* **Stored items**
※ ※ ※

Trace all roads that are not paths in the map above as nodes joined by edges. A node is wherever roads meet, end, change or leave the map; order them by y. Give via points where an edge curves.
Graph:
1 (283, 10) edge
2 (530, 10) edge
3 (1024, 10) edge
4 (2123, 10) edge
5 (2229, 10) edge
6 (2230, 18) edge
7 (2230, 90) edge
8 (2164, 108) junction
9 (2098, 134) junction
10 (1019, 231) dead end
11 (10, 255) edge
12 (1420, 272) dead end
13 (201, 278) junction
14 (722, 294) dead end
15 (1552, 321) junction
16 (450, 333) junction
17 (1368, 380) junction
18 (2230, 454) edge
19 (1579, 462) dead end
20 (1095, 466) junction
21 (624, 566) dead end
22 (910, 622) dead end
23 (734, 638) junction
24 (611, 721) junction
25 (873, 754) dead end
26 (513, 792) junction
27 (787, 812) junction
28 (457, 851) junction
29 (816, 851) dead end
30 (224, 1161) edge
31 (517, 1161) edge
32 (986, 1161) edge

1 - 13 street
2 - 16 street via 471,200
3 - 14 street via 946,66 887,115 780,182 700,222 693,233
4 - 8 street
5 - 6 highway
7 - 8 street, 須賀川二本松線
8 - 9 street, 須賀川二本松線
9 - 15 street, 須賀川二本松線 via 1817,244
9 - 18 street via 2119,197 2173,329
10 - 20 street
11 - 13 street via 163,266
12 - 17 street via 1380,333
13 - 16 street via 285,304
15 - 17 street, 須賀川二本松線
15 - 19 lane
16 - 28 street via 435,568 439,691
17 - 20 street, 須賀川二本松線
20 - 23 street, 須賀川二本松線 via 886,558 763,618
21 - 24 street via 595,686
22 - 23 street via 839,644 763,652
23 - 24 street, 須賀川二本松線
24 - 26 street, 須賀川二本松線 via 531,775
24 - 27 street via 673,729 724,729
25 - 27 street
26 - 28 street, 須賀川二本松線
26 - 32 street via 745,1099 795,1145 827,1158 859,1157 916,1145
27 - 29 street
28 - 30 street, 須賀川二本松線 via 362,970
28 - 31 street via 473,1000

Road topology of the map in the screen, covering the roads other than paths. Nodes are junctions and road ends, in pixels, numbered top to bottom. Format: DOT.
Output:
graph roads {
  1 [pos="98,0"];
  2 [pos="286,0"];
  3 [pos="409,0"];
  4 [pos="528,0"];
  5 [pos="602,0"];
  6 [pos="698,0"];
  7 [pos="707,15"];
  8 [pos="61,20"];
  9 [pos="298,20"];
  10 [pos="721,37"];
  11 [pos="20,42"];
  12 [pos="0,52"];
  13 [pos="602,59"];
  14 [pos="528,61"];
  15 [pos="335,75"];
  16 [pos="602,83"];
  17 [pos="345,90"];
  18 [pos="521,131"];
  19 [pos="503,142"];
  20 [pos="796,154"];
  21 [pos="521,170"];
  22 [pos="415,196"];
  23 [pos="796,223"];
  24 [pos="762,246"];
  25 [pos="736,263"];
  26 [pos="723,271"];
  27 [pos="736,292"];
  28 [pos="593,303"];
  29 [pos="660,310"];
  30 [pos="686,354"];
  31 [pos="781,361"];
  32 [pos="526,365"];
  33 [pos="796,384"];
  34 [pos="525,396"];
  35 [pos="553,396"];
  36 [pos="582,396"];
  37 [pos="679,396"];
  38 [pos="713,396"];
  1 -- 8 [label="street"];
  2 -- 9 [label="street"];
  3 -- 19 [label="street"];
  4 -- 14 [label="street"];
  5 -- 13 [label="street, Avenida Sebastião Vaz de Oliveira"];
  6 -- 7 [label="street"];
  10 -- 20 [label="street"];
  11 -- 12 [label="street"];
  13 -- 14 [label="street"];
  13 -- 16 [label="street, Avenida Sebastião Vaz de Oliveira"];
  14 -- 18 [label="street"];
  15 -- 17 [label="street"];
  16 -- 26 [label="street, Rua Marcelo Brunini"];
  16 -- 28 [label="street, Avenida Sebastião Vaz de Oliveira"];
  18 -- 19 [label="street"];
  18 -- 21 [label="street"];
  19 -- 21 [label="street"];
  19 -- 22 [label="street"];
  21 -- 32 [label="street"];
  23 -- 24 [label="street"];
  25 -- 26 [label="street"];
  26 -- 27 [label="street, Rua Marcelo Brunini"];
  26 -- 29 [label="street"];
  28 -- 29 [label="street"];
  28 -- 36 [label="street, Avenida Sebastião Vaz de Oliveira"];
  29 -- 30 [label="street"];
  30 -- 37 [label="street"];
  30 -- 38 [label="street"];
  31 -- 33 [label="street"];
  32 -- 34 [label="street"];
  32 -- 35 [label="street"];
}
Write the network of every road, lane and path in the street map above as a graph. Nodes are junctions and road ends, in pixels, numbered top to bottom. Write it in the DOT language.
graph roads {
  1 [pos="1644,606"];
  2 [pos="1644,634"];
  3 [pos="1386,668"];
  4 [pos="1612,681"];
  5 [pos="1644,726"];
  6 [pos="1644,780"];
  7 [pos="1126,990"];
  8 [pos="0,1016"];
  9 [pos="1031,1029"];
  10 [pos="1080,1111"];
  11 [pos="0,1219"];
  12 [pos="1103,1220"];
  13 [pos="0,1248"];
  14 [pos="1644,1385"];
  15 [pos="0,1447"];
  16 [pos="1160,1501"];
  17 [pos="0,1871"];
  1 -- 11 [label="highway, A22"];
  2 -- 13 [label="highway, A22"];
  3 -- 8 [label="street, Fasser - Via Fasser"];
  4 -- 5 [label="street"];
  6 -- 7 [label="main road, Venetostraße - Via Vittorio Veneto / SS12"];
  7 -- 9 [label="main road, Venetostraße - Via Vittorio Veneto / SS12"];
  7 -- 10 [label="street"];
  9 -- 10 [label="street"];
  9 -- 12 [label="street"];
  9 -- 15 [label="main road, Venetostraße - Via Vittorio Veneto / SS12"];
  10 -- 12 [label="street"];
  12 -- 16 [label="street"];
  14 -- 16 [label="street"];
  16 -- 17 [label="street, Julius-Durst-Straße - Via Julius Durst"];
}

※ ※ ※

* **GOAL OF THE EXERCISE**
Transcribe the data above verbatim.

* **ANSWER BOX**
Trace all roads that are not paths in the map above as nodes joined by edges. A node is wherever roads meet, end, change or leave the map; order them by y. Give via points where an edge curves.
Graph:
1 (283, 10) edge
2 (530, 10) edge
3 (1024, 10) edge
4 (2123, 10) edge
5 (2229, 10) edge
6 (2230, 18) edge
7 (2230, 90) edge
8 (2164, 108) junction
9 (2098, 134) junction
10 (1019, 231) dead end
11 (10, 255) edge
12 (1420, 272) dead end
13 (201, 278) junction
14 (722, 294) dead end
15 (1552, 321) junction
16 (450, 333) junction
17 (1368, 380) junction
18 (2230, 454) edge
19 (1579, 462) dead end
20 (1095, 466) junction
21 (624, 566) dead end
22 (910, 622) dead end
23 (734, 638) junction
24 (611, 721) junction
25 (873, 754) dead end
26 (513, 792) junction
27 (787, 812) junction
28 (457, 851) junction
29 (816, 851) dead end
30 (224, 1161) edge
31 (517, 1161) edge
32 (986, 1161) edge

1 - 13 street
2 - 16 street via 471,200
3 - 14 street via 946,66 887,115 780,182 700,222 693,233
4 - 8 street
5 - 6 highway
7 - 8 street, 須賀川二本松線
8 - 9 street, 須賀川二本松線
9 - 15 street, 須賀川二本松線 via 1817,244
9 - 18 street via 2119,197 2173,329
10 - 20 street
11 - 13 street via 163,266
12 - 17 street via 1380,333
13 - 16 street via 285,304
15 - 17 street, 須賀川二本松線
15 - 19 lane
16 - 28 street via 435,568 439,691
17 - 20 street, 須賀川二本松線
20 - 23 street, 須賀川二本松線 via 886,558 763,618
21 - 24 street via 595,686
22 - 23 street via 839,644 763,652
23 - 24 street, 須賀川二本松線
24 - 26 street, 須賀川二本松線 via 531,775
24 - 27 street via 673,729 724,729
25 - 27 street
26 - 28 street, 須賀川二本松線
26 - 32 street via 745,1099 795,1145 827,1158 859,1157 916,1145
27 - 29 street
28 - 30 street, 須賀川二本松線 via 362,970
28 - 31 street via 473,1000

Road topology of the map in the screen, covering the roads other than paths. Nodes are junctions and road ends, in pixels, numbered top to bottom. Format: DOT.
Output:
graph roads {
  1 [pos="98,0"];
  2 [pos="286,0"];
  3 [pos="409,0"];
  4 [pos="528,0"];
  5 [pos="602,0"];
  6 [pos="698,0"];
  7 [pos="707,15"];
  8 [pos="61,20"];
  9 [pos="298,20"];
  10 [pos="721,37"];
  11 [pos="20,42"];
  12 [pos="0,52"];
  13 [pos="602,59"];
  14 [pos="528,61"];
  15 [pos="335,75"];
  16 [pos="602,83"];
  17 [pos="345,90"];
  18 [pos="521,131"];
  19 [pos="503,142"];
  20 [pos="796,154"];
  21 [pos="521,170"];
  22 [pos="415,196"];
  23 [pos="796,223"];
  24 [pos="762,246"];
  25 [pos="736,263"];
  26 [pos="723,271"];
  27 [pos="736,292"];
  28 [pos="593,303"];
  29 [pos="660,310"];
  30 [pos="686,354"];
  31 [pos="781,361"];
  32 [pos="526,365"];
  33 [pos="796,384"];
  34 [pos="525,396"];
  35 [pos="553,396"];
  36 [pos="582,396"];
  37 [pos="679,396"];
  38 [pos="713,396"];
  1 -- 8 [label="street"];
  2 -- 9 [label="street"];
  3 -- 19 [label="street"];
  4 -- 14 [label="street"];
  5 -- 13 [label="street, Avenida Sebastião Vaz de Oliveira"];
  6 -- 7 [label="street"];
  10 -- 20 [label="street"];
  11 -- 12 [label="street"];
  13 -- 14 [label="street"];
  13 -- 16 [label="street, Avenida Sebastião Vaz de Oliveira"];
  14 -- 18 [label="street"];
  15 -- 17 [label="street"];
  16 -- 26 [label="street, Rua Marcelo Brunini"];
  16 -- 28 [label="street, Avenida Sebastião Vaz de Oliveira"];
  18 -- 19 [label="street"];
  18 -- 21 [label="street"];
  19 -- 21 [label="street"];
  19 -- 22 [label="street"];
  21 -- 32 [label="street"];
  23 -- 24 [label="street"];
  25 -- 26 [label="street"];
  26 -- 27 [label="street, Rua Marcelo Brunini"];
  26 -- 29 [label="street"];
  28 -- 29 [label="street"];
  28 -- 36 [label="street, Avenida Sebastião Vaz de Oliveira"];
  29 -- 30 [label="street"];
  30 -- 37 [label="street"];
  30 -- 38 [label="street"];
  31 -- 33 [label="street"];
  32 -- 34 [label="street"];
  32 -- 35 [label="street"];
}
Write the network of every road, lane and path in the street map above as a graph. Nodes are junctions and road ends, in pixels, numbered top to bottom. Write it in the DOT language.
graph roads {
  1 [pos="1644,606"];
  2 [pos="1644,634"];
  3 [pos="1386,668"];
  4 [pos="1612,681"];
  5 [pos="1644,726"];
  6 [pos="1644,780"];
  7 [pos="1126,990"];
  8 [pos="0,1016"];
  9 [pos="1031,1029"];
  10 [pos="1080,1111"];
  11 [pos="0,1219"];
  12 [pos="1103,1220"];
  13 [pos="0,1248"];
  14 [pos="1644,1385"];
  15 [pos="0,1447"];
  16 [pos="1160,1501"];
  17 [pos="0,1871"];
  1 -- 11 [label="highway, A22"];
  2 -- 13 [label="highway, A22"];
  3 -- 8 [label="street, Fasser - Via Fasser"];
  4 -- 5 [label="street"];
  6 -- 7 [label="main road, Venetostraße - Via Vittorio Veneto / SS12"];
  7 -- 9 [label="main road, Venetostraße - Via Vittorio Veneto / SS12"];
  7 -- 10 [label="street"];
  9 -- 10 [label="street"];
  9 -- 12 [label="street"];
  9 -- 15 [label="main road, Venetostraße - Via Vittorio Veneto / SS12"];
  10 -- 12 [label="street"];
  12 -- 16 [label="street"];
  14 -- 16 [label="street"];
  16 -- 17 [label="street, Julius-Durst-Straße - Via Julius Durst"];
}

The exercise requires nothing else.